__What this task involves__
A faithful copy of all the entries is required, with no pictures in it.

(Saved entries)
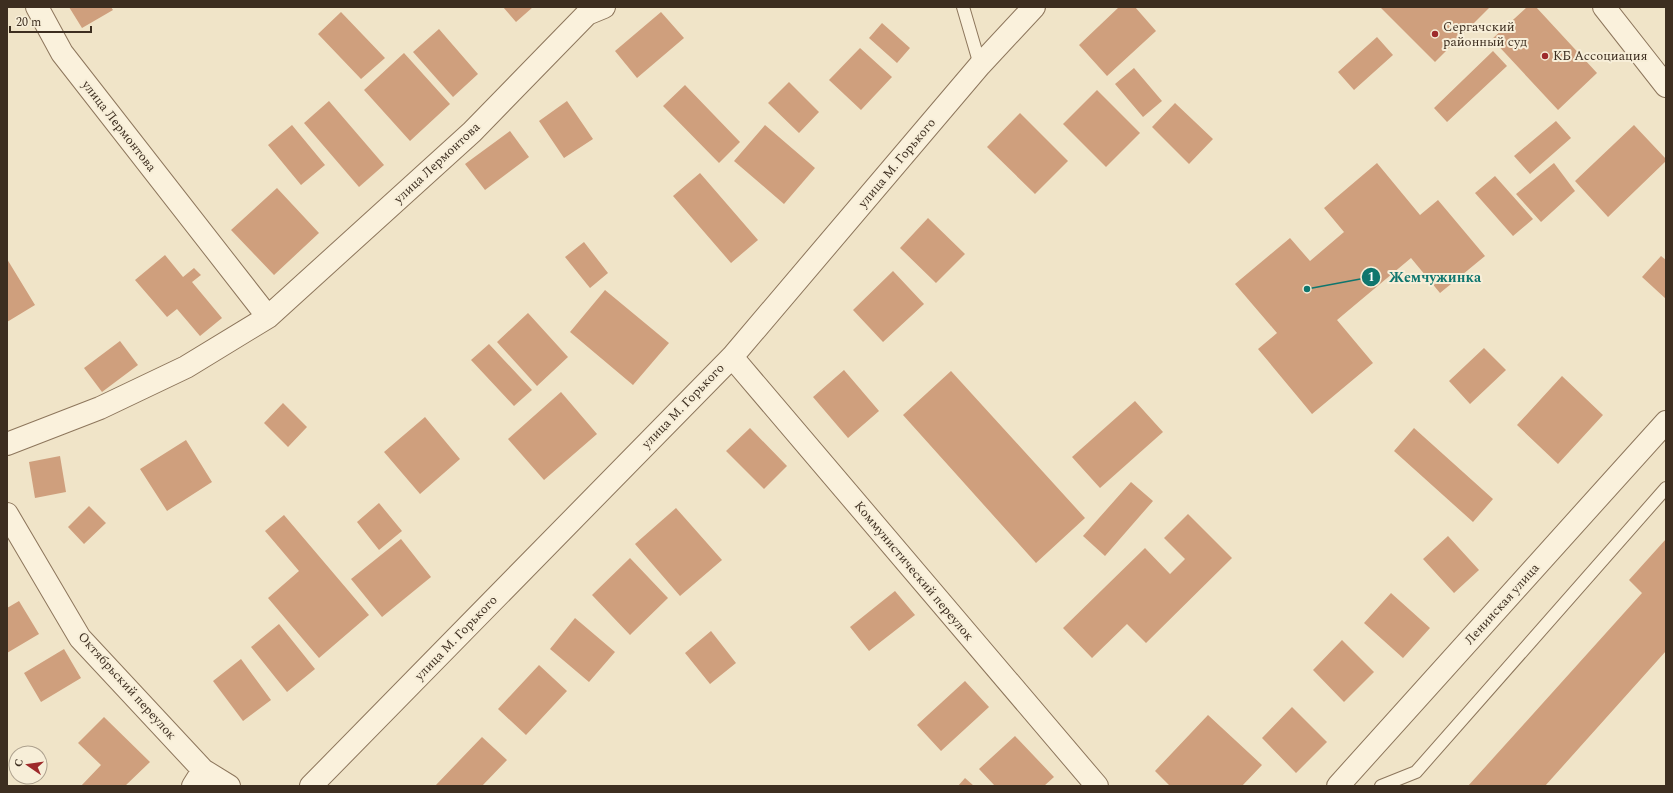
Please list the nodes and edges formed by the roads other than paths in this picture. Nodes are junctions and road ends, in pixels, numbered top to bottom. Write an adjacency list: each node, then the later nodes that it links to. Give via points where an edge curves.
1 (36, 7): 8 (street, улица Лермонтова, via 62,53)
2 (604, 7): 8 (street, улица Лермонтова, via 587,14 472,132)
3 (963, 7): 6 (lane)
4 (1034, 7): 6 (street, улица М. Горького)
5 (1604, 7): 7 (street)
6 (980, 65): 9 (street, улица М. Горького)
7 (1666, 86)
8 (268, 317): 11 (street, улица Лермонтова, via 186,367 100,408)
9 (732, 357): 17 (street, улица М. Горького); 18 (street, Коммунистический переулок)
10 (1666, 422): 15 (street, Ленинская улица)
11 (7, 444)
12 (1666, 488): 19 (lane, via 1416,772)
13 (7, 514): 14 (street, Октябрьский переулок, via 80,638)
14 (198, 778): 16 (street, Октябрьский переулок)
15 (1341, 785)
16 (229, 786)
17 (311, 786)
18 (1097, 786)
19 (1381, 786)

__Response below__
Please list the nodes and edges formed by the roads other than paths in this picture. Nodes are junctions and road ends, in pixels, numbered top to bottom. Write an adjacency list: each node, then the later nodes that it links to. Give via points where an edge curves.
1 (36, 7): 8 (street, улица Лермонтова, via 62,53)
2 (604, 7): 8 (street, улица Лермонтова, via 587,14 472,132)
3 (963, 7): 6 (lane)
4 (1034, 7): 6 (street, улица М. Горького)
5 (1604, 7): 7 (street)
6 (980, 65): 9 (street, улица М. Горького)
7 (1666, 86)
8 (268, 317): 11 (street, улица Лермонтова, via 186,367 100,408)
9 (732, 357): 17 (street, улица М. Горького); 18 (street, Коммунистический переулок)
10 (1666, 422): 15 (street, Ленинская улица)
11 (7, 444)
12 (1666, 488): 19 (lane, via 1416,772)
13 (7, 514): 14 (street, Октябрьский переулок, via 80,638)
14 (198, 778): 16 (street, Октябрьский переулок)
15 (1341, 785)
16 (229, 786)
17 (311, 786)
18 (1097, 786)
19 (1381, 786)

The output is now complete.